In the interest of finally writing books in addition to reading them, she signed on with Philadelphia’s Rittenhouse Writers’ Group and, later in Montana, the 406 Writers’ Workshop. Two manuscripts that serve as perfectly effective doorstops preceded her first published novel Montana (The Permanent Press, 2013).
About Montana – the state, that is. There, Florio rediscovered those long sight lines she fell in love with back in Delaware, the difference being that instead of tidemarsh bordered by bay, Montana featured prairie edged by mountain and sky. She lived there seventeen years, and the state and its people hold a place in her heart as big as Montana’s sky.
In 2022, she and her husband Scott – retired executive director of the American Civil Liberties Union of Montana – moved for ten blissful weeks to Marsala, Sicily, starting a love affair with the Italian language and culture and continuing one with Italian food. They now live in South Jersey, just outside Philadelphia, with easy access to family and a direct plane flight to Rome.
She’s an avid baker, which necessitates being an avid runner-turned-walker, and will readily hop a plane to just about anywhere. Bucket list destinations? Iceland. Newfoundland. The Faroe Islands. Anywhere above the Arctic Circle and the Antarctic, too. And lest that appear too thematic, please, God, back to Napoli and its pizza to die for.
Florio has received prose grants from the New Jersey State Council on the Arts, and writing residencies at the Ucross Foundation and Brush Creek Ranch Arts Foundation, both in Wyoming, as well as 360 Xochi Quetzal in Mexico, Willapa Bay Artists in Residence in Washington state, the Storyknife Writers Retreat in Alaska, L’Appartamento Napoli in Naples, Italy, and Arte Studio Ginestrelle in Assisi, Italy.
Her first novel, Montana, won the inaugural Pinckley Prize for Crime Fiction, and a High Plains Book Award, both in the debut category.
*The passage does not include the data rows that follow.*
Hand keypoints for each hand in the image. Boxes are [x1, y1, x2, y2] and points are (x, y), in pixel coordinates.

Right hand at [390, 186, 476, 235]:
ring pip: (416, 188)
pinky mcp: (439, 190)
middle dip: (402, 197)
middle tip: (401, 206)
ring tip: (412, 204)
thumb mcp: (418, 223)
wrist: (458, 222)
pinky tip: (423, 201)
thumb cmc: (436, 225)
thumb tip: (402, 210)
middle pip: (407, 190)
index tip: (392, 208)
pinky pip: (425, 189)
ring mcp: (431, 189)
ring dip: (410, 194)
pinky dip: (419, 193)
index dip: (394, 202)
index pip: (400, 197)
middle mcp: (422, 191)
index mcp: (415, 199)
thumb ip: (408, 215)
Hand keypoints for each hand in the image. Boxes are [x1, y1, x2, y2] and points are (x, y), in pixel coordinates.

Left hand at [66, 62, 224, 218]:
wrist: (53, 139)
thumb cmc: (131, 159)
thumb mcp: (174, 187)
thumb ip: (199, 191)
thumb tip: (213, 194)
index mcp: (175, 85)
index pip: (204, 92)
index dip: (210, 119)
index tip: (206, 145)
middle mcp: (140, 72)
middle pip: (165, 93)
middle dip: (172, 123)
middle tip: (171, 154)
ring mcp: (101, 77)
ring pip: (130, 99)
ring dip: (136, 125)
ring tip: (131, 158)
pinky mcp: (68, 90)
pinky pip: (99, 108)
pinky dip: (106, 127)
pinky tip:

It was a finalist for a Shamus Award, an International Thriller Award and a Silver Falchion Award. It launched a five book series featuring journalist Lola Wicks, recently re-released by Open Road Media.
Her literary novel set in Afghanistan, Silent Hearts (Atria) was released in July 2018. Best Laid Plans (Severn House), launched a four-book mystery series in December 2020, while two legal thrillers from Crooked Lane Books, The Truth of It All (2021) and The Least Among Us (2022), feature public defender Julia Geary.
Her work also is featured in anthologies, including A Million Acres: Montana Writers Reflect on Land and Open Space, Montana Noir (Akashic Books) and The Night of the Flood , a novel in stories and its sequel, The Swamp Killers, both from Down and Out Books.
She’s a member of International Thriller Writers, Mystery Writers of America, Sisters in Crime, Rocky Mountain Fiction Writers and the America-Italy Society of Philadelphia. She worked with Judy Sternlight Literary Services in the initial editing of Montana, Dakota and Silent Hearts, and is represented by Richard Curtis and Sarah Yake.